Every entry must be repeated exactly in the answer.

*** Extracted data Section Begins ***

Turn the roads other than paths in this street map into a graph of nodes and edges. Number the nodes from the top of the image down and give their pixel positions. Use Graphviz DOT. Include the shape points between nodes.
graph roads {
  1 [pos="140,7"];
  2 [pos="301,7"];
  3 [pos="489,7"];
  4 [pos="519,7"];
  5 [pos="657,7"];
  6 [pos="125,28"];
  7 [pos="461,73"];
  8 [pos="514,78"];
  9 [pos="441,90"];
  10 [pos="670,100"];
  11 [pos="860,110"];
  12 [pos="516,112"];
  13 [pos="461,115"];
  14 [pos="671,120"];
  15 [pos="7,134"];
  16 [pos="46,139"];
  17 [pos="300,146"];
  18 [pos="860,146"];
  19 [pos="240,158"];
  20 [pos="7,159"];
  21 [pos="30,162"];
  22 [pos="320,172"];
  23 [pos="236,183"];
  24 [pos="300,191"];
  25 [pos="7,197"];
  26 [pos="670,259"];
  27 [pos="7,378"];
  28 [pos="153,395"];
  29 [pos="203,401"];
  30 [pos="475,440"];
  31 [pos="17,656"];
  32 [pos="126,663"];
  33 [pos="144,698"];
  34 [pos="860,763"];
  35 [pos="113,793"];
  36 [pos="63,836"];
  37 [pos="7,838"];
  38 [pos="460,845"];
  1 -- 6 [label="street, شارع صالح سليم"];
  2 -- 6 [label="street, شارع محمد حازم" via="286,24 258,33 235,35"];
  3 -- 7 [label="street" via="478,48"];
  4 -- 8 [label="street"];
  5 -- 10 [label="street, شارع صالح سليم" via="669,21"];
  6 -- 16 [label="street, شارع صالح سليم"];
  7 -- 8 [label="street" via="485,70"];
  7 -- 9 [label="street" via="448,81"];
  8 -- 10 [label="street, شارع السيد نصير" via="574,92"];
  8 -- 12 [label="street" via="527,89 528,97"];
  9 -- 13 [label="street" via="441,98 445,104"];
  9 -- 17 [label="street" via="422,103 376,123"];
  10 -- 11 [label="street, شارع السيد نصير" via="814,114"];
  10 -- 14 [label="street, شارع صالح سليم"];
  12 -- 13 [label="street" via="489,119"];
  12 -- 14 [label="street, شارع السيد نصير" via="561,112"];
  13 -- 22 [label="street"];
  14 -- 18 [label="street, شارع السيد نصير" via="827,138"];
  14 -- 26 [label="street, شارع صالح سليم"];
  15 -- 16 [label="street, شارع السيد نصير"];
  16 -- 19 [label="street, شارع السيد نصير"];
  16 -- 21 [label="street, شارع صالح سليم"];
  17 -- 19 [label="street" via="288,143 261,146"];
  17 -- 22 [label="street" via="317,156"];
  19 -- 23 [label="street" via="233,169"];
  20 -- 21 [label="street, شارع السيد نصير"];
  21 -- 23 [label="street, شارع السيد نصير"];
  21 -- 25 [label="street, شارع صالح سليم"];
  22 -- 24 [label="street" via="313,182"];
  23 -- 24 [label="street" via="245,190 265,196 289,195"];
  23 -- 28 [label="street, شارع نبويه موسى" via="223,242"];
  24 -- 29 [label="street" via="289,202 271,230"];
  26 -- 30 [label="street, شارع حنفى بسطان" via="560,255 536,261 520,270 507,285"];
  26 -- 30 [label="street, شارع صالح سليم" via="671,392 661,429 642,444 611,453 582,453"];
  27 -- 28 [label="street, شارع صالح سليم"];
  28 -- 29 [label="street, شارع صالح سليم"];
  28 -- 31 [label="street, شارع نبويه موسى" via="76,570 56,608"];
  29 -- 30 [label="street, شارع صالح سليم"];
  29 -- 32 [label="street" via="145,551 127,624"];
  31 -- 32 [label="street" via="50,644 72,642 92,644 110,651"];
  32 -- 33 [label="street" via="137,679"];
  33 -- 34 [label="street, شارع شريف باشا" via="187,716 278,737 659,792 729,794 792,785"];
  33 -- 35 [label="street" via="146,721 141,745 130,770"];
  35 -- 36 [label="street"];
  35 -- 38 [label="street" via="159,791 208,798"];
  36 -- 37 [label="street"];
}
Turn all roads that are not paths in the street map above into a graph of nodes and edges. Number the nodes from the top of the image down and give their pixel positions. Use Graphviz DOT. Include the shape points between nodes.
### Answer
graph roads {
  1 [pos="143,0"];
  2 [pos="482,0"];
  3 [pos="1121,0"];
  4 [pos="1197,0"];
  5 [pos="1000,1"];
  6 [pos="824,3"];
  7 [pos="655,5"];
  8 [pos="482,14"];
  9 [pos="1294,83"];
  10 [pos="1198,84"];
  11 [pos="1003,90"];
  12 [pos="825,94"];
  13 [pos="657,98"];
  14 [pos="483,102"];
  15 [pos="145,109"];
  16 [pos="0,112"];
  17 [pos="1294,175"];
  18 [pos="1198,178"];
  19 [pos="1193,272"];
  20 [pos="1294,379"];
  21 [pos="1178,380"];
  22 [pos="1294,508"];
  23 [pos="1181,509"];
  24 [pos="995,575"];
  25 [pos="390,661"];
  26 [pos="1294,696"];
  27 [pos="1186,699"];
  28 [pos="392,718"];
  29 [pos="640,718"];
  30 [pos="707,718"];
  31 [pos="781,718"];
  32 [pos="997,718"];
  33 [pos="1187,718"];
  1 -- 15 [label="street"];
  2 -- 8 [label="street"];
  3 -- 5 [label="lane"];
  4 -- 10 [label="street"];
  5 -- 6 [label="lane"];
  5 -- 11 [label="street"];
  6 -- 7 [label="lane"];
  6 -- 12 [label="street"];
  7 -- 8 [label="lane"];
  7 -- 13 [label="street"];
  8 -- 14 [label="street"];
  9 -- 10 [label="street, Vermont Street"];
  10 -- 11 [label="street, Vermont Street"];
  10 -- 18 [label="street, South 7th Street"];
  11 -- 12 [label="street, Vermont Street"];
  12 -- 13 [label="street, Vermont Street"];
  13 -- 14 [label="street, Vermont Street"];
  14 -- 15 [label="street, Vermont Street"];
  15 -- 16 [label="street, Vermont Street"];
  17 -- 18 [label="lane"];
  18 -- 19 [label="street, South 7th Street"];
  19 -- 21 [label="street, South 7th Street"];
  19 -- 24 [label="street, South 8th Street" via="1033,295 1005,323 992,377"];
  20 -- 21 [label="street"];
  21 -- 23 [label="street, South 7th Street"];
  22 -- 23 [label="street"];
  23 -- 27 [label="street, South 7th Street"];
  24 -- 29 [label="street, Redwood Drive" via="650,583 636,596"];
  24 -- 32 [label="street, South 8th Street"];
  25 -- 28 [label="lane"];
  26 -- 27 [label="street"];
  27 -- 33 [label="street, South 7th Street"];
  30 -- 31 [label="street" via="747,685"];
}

*** Extracted data Section Ends ***

Task response:
Turn the roads other than paths in this street map into a graph of nodes and edges. Number the nodes from the top of the image down and give their pixel positions. Use Graphviz DOT. Include the shape points between nodes.
graph roads {
  1 [pos="140,7"];
  2 [pos="301,7"];
  3 [pos="489,7"];
  4 [pos="519,7"];
  5 [pos="657,7"];
  6 [pos="125,28"];
  7 [pos="461,73"];
  8 [pos="514,78"];
  9 [pos="441,90"];
  10 [pos="670,100"];
  11 [pos="860,110"];
  12 [pos="516,112"];
  13 [pos="461,115"];
  14 [pos="671,120"];
  15 [pos="7,134"];
  16 [pos="46,139"];
  17 [pos="300,146"];
  18 [pos="860,146"];
  19 [pos="240,158"];
  20 [pos="7,159"];
  21 [pos="30,162"];
  22 [pos="320,172"];
  23 [pos="236,183"];
  24 [pos="300,191"];
  25 [pos="7,197"];
  26 [pos="670,259"];
  27 [pos="7,378"];
  28 [pos="153,395"];
  29 [pos="203,401"];
  30 [pos="475,440"];
  31 [pos="17,656"];
  32 [pos="126,663"];
  33 [pos="144,698"];
  34 [pos="860,763"];
  35 [pos="113,793"];
  36 [pos="63,836"];
  37 [pos="7,838"];
  38 [pos="460,845"];
  1 -- 6 [label="street, شارع صالح سليم"];
  2 -- 6 [label="street, شارع محمد حازم" via="286,24 258,33 235,35"];
  3 -- 7 [label="street" via="478,48"];
  4 -- 8 [label="street"];
  5 -- 10 [label="street, شارع صالح سليم" via="669,21"];
  6 -- 16 [label="street, شارع صالح سليم"];
  7 -- 8 [label="street" via="485,70"];
  7 -- 9 [label="street" via="448,81"];
  8 -- 10 [label="street, شارع السيد نصير" via="574,92"];
  8 -- 12 [label="street" via="527,89 528,97"];
  9 -- 13 [label="street" via="441,98 445,104"];
  9 -- 17 [label="street" via="422,103 376,123"];
  10 -- 11 [label="street, شارع السيد نصير" via="814,114"];
  10 -- 14 [label="street, شارع صالح سليم"];
  12 -- 13 [label="street" via="489,119"];
  12 -- 14 [label="street, شارع السيد نصير" via="561,112"];
  13 -- 22 [label="street"];
  14 -- 18 [label="street, شارع السيد نصير" via="827,138"];
  14 -- 26 [label="street, شارع صالح سليم"];
  15 -- 16 [label="street, شارع السيد نصير"];
  16 -- 19 [label="street, شارع السيد نصير"];
  16 -- 21 [label="street, شارع صالح سليم"];
  17 -- 19 [label="street" via="288,143 261,146"];
  17 -- 22 [label="street" via="317,156"];
  19 -- 23 [label="street" via="233,169"];
  20 -- 21 [label="street, شارع السيد نصير"];
  21 -- 23 [label="street, شارع السيد نصير"];
  21 -- 25 [label="street, شارع صالح سليم"];
  22 -- 24 [label="street" via="313,182"];
  23 -- 24 [label="street" via="245,190 265,196 289,195"];
  23 -- 28 [label="street, شارع نبويه موسى" via="223,242"];
  24 -- 29 [label="street" via="289,202 271,230"];
  26 -- 30 [label="street, شارع حنفى بسطان" via="560,255 536,261 520,270 507,285"];
  26 -- 30 [label="street, شارع صالح سليم" via="671,392 661,429 642,444 611,453 582,453"];
  27 -- 28 [label="street, شارع صالح سليم"];
  28 -- 29 [label="street, شارع صالح سليم"];
  28 -- 31 [label="street, شارع نبويه موسى" via="76,570 56,608"];
  29 -- 30 [label="street, شارع صالح سليم"];
  29 -- 32 [label="street" via="145,551 127,624"];
  31 -- 32 [label="street" via="50,644 72,642 92,644 110,651"];
  32 -- 33 [label="street" via="137,679"];
  33 -- 34 [label="street, شارع شريف باشا" via="187,716 278,737 659,792 729,794 792,785"];
  33 -- 35 [label="street" via="146,721 141,745 130,770"];
  35 -- 36 [label="street"];
  35 -- 38 [label="street" via="159,791 208,798"];
  36 -- 37 [label="street"];
}
Turn all roads that are not paths in the street map above into a graph of nodes and edges. Number the nodes from the top of the image down and give their pixel positions. Use Graphviz DOT. Include the shape points between nodes.
### Answer
graph roads {
  1 [pos="143,0"];
  2 [pos="482,0"];
  3 [pos="1121,0"];
  4 [pos="1197,0"];
  5 [pos="1000,1"];
  6 [pos="824,3"];
  7 [pos="655,5"];
  8 [pos="482,14"];
  9 [pos="1294,83"];
  10 [pos="1198,84"];
  11 [pos="1003,90"];
  12 [pos="825,94"];
  13 [pos="657,98"];
  14 [pos="483,102"];
  15 [pos="145,109"];
  16 [pos="0,112"];
  17 [pos="1294,175"];
  18 [pos="1198,178"];
  19 [pos="1193,272"];
  20 [pos="1294,379"];
  21 [pos="1178,380"];
  22 [pos="1294,508"];
  23 [pos="1181,509"];
  24 [pos="995,575"];
  25 [pos="390,661"];
  26 [pos="1294,696"];
  27 [pos="1186,699"];
  28 [pos="392,718"];
  29 [pos="640,718"];
  30 [pos="707,718"];
  31 [pos="781,718"];
  32 [pos="997,718"];
  33 [pos="1187,718"];
  1 -- 15 [label="street"];
  2 -- 8 [label="street"];
  3 -- 5 [label="lane"];
  4 -- 10 [label="street"];
  5 -- 6 [label="lane"];
  5 -- 11 [label="street"];
  6 -- 7 [label="lane"];
  6 -- 12 [label="street"];
  7 -- 8 [label="lane"];
  7 -- 13 [label="street"];
  8 -- 14 [label="street"];
  9 -- 10 [label="street, Vermont Street"];
  10 -- 11 [label="street, Vermont Street"];
  10 -- 18 [label="street, South 7th Street"];
  11 -- 12 [label="street, Vermont Street"];
  12 -- 13 [label="street, Vermont Street"];
  13 -- 14 [label="street, Vermont Street"];
  14 -- 15 [label="street, Vermont Street"];
  15 -- 16 [label="street, Vermont Street"];
  17 -- 18 [label="lane"];
  18 -- 19 [label="street, South 7th Street"];
  19 -- 21 [label="street, South 7th Street"];
  19 -- 24 [label="street, South 8th Street" via="1033,295 1005,323 992,377"];
  20 -- 21 [label="street"];
  21 -- 23 [label="street, South 7th Street"];
  22 -- 23 [label="street"];
  23 -- 27 [label="street, South 7th Street"];
  24 -- 29 [label="street, Redwood Drive" via="650,583 636,596"];
  24 -- 32 [label="street, South 8th Street"];
  25 -- 28 [label="lane"];
  26 -- 27 [label="street"];
  27 -- 33 [label="street, South 7th Street"];
  30 -- 31 [label="street" via="747,685"];
}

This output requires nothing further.